Nana, we learned, had prepared for this day by once taking her snorkel set to the local YMCA where holding onto the edge of the pool she had put the snorkel on and practiced breathing and kicking.  Though none of us could say for sure we had actually ever seen Nana put her face in the water in over three decades of knowing her, this was a bit of reassurance.  First rule of snorkeling: Be sure to breathe.  Good.  And I reminded myself that saltwater is more buoyant so it is unlikely she would sink.

As I turned to Papa to help him with his gear, I discovered with horror that his snorkel set was still in its original packing, its price tag dangling from it like Minnie Pearl’s hat.  Ignoring the second rule of snorkeling, which is to always look cool, my dad, never the planner, began to break open his gift from three months ago.  Our crew babbled in Creole fervently, their dark faces lighting up at the sight of red Christmas ribbons, receipts, and a plastic WalMart bag strewn on the deck of their boat.


Exchanging concerned glances with Toni, I took charge.  Assigning Toni to Nana, I volunteered to escort Papa.  “Jenna and Will, you are on your own.”  They nodded, relief spreading across their faces as visions of being dragged into the abyss by their drowning grandparents vanished.  The natives anchored the boat and whispering something about “current”, which in English means “current”, they pointed in the direction of the reef.  Experienced snorkelers and strong swimmers, Jenna and Will leaped in.  “Dad, the current’s pretty strong here.” Jenna reported as they briskly drifted past the anchor line and toward the reef, then swimming back to us, drifted over the reef again, giggling and making funny poses as they glided by.

Toni and Nana entered next, using the ladder and without looking back began to explore the world below.
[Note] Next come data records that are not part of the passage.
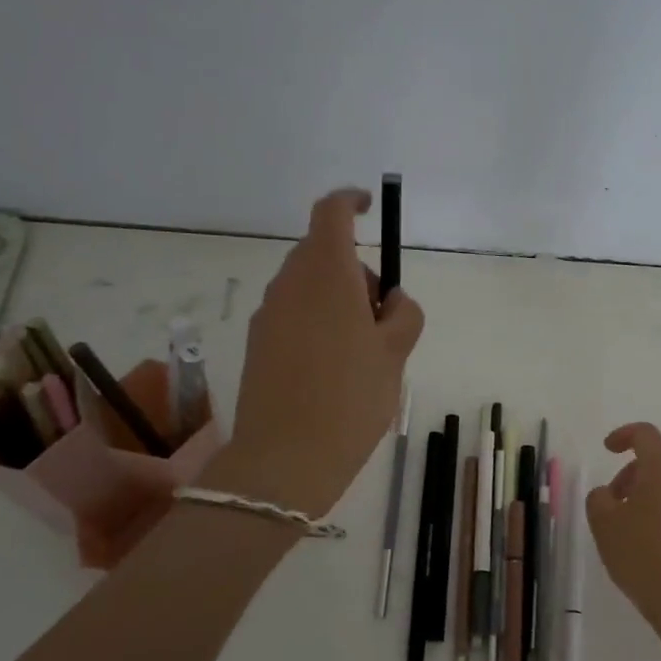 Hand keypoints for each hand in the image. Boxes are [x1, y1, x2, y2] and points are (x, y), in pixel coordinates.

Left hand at [209, 188, 423, 516]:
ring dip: (337, 300)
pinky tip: (333, 371)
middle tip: (383, 318)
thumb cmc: (351, 397)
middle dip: (357, 272)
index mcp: (326, 274)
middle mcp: (289, 285)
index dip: (351, 201)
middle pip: (323, 253)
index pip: (331, 212)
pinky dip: (317, 324)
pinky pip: (293, 315)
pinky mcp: (256, 344)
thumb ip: (404, 314)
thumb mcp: (395, 354)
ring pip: (308, 287)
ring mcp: (268, 315)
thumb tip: (390, 300)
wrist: (285, 459)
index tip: (371, 208)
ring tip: (362, 353)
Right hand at [585, 423, 660, 645]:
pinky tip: (650, 546)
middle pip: (658, 461)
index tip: (607, 449)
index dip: (622, 436)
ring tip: (628, 529)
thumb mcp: (605, 525)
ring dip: (648, 496)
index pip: (645, 434)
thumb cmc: (646, 555)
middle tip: (612, 502)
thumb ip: (599, 499)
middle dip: (631, 474)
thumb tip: (608, 494) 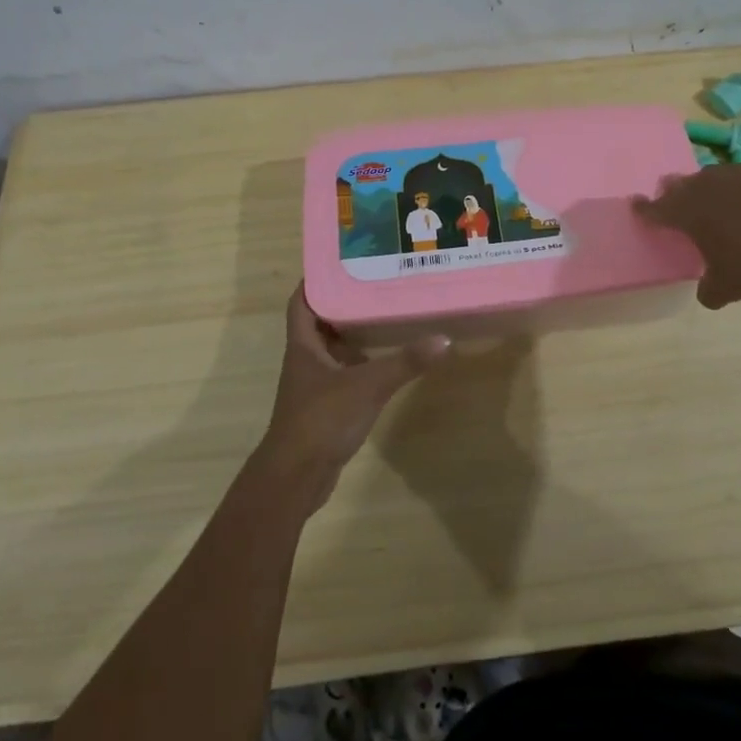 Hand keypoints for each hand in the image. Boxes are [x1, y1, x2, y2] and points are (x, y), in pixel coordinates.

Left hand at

Nana’s severe splashing and excited voice echoed across the Caribbean Sea as she discovered the beautiful world below us.  “I see a fish!”  “Way to go, Nana!” cheered the kids as they coasted by in tandem again and again, satisfied that she could see what they had been amazed by many years ago.

Papa’s turn.  As we struggled down the ladder I tried not to notice our Creole crew now assuming positions at the edge of the boat’s deck.  Each held a large orange lifesaver attached to a lifeline, while our captain clasped hands in prayer and gazed up to heaven.  “All hands on deck!” I am sure I understood him command, as we slid into the water.  I ignored the third rule of snorkeling, which is to never touch anything, and put my hand on my dad’s wet butt.  And pushed. 

The current immediately caught Dad’s billowing swimsuit and yellow lifejacket, driving him away from the rest of our family members and while they floated in peace and enjoyed each other’s accounts of what they had seen, I fought to push him back toward them.  His flailing arms and legs helpless against the sea’s wind and waves, my dog-paddling dad fought to work his never used fins and tried heroically to peer through his mask at the reef below.  “I can’t see anything” he complained, lifting his head to look at me.  His new mask, slightly askew on his face, was half full of seawater.  Or was it half empty?  And it was completely fogged, but the price tag was miraculously still attached.  Fixing his mask but now totally downstream, I abandoned all hope for him seeing any fish, and began to propel my out of breath and distressed dad back to the boat.  Vigorously kicking with my fins and both my hands now unabashedly on his butt, I managed to steer him back to the ladder and up to the safety of the deck, to the applause and relief of our chattering crew.

“Did you see anything?“ I asked, exhausted.

“I saw a bunch of fish!”  Will interrupted.

“It was beautiful! I saw schools of little fish!”  Nana gasped proudly.
 
And Papa answered, panting, like a fish out of water. “ I saw Jesus”.